It's entirely legal to own and use an off-Roster pistol, and for one CA resident to sell such to another, but it's illegal for an FFL to directly sell one to a non-exempt person (principally LEO).
A lot of guns are not on the CA Roster of 'not-unsafe' handguns. For example, made-in-USA Glocks have been ruled by CA-DOJ to be
different from the ones submitted for testing years ago, and thus need the new 'features' - magazine disconnect and loaded chamber indicator and now microstamping - and cannot get on the Roster.
There is a quirk in the Penal Code on the Roster that exempts handguns with certain characteristics from needing to be on the Roster:
(b) Article 4 (commencing with Section 31900) and Article 5
(commencing with Section 32000) shall not apply to
a single-shot pistol
with a barrel length of not less than six inches
and
that has an overall length of at least 10 1/2 inches when the handle, frame or receiver, and barrel are assembled.
So, some creative folks were taking an off-Roster pistol, adding a long barrel, and a 'sled' of a fixed magazine, that allowed loading only a round into the chamber.
Then, having transferred the gun in 'long barrel, single-shot' condition, the buyer would return the gun for gunsmithing, during which the factory barrel would be re-installed, and the fixed mag converted back to removable. The parts ordinarily are returned to the FFL to be re-used for the next SSE (Single Shot Exemption) conversion.

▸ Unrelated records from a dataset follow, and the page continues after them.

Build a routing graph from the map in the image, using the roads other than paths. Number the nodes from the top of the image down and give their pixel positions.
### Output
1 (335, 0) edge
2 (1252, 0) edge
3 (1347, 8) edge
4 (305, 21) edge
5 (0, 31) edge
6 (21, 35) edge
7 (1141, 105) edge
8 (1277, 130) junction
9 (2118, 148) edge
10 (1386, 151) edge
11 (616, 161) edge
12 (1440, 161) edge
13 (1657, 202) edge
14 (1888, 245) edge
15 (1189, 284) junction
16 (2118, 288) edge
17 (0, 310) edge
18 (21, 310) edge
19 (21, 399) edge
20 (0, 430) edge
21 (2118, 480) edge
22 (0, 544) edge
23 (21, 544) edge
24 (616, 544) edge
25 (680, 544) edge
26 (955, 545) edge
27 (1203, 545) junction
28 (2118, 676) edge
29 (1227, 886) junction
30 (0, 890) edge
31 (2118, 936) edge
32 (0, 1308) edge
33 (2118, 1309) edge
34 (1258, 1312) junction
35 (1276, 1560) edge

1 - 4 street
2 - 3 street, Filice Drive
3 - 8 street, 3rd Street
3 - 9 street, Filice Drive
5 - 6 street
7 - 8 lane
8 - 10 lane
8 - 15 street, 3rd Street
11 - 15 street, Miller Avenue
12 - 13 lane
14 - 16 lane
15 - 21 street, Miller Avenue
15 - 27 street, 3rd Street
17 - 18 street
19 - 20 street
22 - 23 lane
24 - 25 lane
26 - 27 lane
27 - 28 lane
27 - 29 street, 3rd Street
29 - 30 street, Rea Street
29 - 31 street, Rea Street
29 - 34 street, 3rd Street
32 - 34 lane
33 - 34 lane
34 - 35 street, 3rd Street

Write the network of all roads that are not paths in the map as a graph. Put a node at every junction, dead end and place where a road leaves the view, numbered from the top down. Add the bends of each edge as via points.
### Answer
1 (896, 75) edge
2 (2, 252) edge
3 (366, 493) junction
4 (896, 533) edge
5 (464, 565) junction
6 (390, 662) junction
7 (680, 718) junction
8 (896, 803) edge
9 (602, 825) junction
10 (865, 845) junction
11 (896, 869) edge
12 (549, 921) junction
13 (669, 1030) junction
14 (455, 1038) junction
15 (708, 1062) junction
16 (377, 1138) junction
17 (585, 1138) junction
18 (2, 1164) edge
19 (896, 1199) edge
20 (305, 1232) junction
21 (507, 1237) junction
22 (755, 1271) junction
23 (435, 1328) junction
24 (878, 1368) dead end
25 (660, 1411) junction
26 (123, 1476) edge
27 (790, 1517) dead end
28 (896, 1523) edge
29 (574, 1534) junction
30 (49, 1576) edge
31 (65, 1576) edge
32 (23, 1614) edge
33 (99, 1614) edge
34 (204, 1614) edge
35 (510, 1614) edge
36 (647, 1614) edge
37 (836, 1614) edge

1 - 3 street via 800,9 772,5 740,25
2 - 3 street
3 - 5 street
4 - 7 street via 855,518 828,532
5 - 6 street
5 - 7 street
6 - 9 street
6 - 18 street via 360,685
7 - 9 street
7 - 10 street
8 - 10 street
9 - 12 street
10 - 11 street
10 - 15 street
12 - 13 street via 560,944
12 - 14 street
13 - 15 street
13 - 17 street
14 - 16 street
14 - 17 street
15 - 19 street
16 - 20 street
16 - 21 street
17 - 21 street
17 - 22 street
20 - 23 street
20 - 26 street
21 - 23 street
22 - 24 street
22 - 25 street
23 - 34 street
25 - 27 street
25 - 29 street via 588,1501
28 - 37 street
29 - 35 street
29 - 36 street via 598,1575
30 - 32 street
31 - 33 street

There has been some concern that the back-conversion might be considered 'manufacturing an unsafe handgun', forbidden by law, but the line between gunsmithing an existing gun and manufacturing has been blurry.
The
new law, actually a decent model for a single-purpose bill, adds this sentence to PC:
However, Article 4 (commencing with Section 31900) and Article 5 (commencing with Section 32000) shall apply to a semiautomatic pistol that has been temporarily or permanently altered so that it will not fire in a semiautomatic mode.
Purpose-designed single-shot pistols remain exempt.